January 2017
Green Door Store
Meshmass
Starting early we had Meshmass, Peter Picket on the uncomfy chair to the right with laptop, saxophone and effects, Richard Miles to the left with a normal sized guitar (this time) that still looks small on his lanky frame. They start so early because they like to warm up slowly, some ride pattern tapping, a slur of guitar and smoky sax tones setting a misleading mood, as the guitar slowly drifts in wayward taps and wanders off to one side. The second piece starts with Richard building tonal loops of sustain, with a rattley snare loop, xylophone plonks, thickening up with some textures and e-bow, synth and long sax notes.
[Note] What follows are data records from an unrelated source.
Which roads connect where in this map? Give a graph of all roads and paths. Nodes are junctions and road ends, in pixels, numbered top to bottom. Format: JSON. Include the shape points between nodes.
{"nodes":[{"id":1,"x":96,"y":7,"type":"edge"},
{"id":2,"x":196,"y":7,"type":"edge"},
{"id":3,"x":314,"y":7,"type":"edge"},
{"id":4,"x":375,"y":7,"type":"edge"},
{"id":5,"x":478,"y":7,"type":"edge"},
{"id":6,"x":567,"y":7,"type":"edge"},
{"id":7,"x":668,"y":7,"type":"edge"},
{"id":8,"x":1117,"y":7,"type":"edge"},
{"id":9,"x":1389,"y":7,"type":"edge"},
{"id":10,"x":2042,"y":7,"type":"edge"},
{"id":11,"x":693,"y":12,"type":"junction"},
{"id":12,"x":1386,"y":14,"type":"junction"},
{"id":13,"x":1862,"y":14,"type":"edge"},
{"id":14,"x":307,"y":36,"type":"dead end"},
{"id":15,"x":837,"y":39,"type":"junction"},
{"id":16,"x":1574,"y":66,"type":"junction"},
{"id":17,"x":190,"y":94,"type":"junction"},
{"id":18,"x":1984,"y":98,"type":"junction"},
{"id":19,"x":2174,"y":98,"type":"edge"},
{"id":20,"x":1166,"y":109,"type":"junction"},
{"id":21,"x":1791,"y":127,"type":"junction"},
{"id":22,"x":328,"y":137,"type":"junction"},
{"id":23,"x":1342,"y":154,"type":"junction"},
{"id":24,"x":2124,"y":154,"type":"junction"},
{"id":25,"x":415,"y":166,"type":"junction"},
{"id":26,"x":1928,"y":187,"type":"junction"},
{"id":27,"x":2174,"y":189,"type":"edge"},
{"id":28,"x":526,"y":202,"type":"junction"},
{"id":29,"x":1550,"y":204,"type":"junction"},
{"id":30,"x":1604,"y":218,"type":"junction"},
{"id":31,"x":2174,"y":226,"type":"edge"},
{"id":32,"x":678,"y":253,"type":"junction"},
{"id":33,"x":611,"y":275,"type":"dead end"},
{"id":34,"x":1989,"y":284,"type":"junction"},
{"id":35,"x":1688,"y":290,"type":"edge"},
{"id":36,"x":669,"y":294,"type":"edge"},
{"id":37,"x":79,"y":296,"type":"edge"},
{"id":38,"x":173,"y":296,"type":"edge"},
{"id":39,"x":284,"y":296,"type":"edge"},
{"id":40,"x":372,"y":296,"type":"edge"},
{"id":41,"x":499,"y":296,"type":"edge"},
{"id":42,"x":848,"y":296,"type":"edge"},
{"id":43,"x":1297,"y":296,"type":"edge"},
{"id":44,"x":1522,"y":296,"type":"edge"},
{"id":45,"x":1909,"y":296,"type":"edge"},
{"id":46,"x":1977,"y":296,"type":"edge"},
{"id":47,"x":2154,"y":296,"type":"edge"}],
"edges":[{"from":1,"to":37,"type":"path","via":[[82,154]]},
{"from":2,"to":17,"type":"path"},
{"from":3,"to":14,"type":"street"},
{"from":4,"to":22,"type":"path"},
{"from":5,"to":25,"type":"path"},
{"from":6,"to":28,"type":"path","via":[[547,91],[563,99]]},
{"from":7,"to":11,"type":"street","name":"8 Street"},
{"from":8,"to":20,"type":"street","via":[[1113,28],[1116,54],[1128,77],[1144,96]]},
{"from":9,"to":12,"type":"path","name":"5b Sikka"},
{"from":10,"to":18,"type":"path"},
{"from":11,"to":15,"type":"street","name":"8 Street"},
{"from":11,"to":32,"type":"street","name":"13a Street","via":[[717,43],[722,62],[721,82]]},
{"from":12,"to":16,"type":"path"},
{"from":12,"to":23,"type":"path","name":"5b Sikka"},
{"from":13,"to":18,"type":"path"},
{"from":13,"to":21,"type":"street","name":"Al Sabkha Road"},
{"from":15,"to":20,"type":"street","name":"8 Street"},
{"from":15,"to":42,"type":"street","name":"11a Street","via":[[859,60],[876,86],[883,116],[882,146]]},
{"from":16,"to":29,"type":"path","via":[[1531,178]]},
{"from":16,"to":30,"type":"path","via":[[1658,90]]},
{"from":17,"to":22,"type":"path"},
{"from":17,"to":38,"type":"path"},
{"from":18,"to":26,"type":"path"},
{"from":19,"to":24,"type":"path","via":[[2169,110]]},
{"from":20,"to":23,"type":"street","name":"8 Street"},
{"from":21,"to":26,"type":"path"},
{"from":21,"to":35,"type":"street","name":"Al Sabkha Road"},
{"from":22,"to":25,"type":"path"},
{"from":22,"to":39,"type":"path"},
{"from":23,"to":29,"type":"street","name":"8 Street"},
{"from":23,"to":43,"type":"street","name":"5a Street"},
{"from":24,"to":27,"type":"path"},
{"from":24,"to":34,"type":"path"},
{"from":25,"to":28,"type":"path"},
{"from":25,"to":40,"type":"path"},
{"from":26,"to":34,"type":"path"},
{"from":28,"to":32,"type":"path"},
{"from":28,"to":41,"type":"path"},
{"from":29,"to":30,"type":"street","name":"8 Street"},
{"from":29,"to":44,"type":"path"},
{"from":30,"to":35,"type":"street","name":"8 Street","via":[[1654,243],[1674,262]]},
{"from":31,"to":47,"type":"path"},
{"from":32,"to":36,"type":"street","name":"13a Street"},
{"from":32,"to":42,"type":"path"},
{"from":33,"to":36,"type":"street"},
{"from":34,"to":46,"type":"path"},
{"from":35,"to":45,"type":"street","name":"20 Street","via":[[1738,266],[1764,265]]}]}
It breaks down a couple of times before peter starts hammering the sax with a pretty serious blart. And that’s pretty much how it continues, a loop or two, a layer of rhythm some misdirection and some disruption. They’ve played at SoG a few times now, but I think this was the most satisfying performance. The pair working well at the layers.
The Zero Map
Second up was the Zero Map, us, like everyone else getting a piece of them while the getting is good. They have the full trestle on the go, Chloe sat behind the (bass) guitar for once – it being flat on the table ready to be bowed, they start with field recordings, blown shell drones, chimes. Karl lightly thrums a mandolin; Chloe sings through cave-ish echo. She makes other more disturbing sounds with her voice, too. A thumb piano loop plicks in the background as waves of voice and bowed bass wash back and forth. Someone introduces the voice from the Red Room and things start to get a bit darker. The sound thickens and the volume increases. At the same time the film – 5 year’s worth of short clips from Chloe’s outtakes from what looks like half a dozen different cameras starts to get a bit scarier. Distortion. Wailing. Some feedback. A train. A hoover. Harsh Noise. And out into radio static.
Scrase
Last up and in the dark is Scrase, there are folk travelled up from Portsmouth to see him. They’ll need good eyesight – Ha! Can hear him plenty though. This is a laptop set, generative processing and completely tonal. So abstract its hard to describe, its the kind of thing that would normally be expected to be cold and distant, but this is warm, and immediate and oddly thrilling. Um, things change abruptly, algorithmically I suspect, sometimes slurring, sometimes loud, sometimes quiet. Things switch back and forth as if controlled by an old style squarewave LFO. There sa bit that reminds me of EVOLS clanger conversation set back at the Komedia, but then it drifts off into moogy space territory. Some passages are dense with incident, some sparse and rather lovely. Constant motion. I’m going to give up now. Proper artistic endeavour. And I loved it.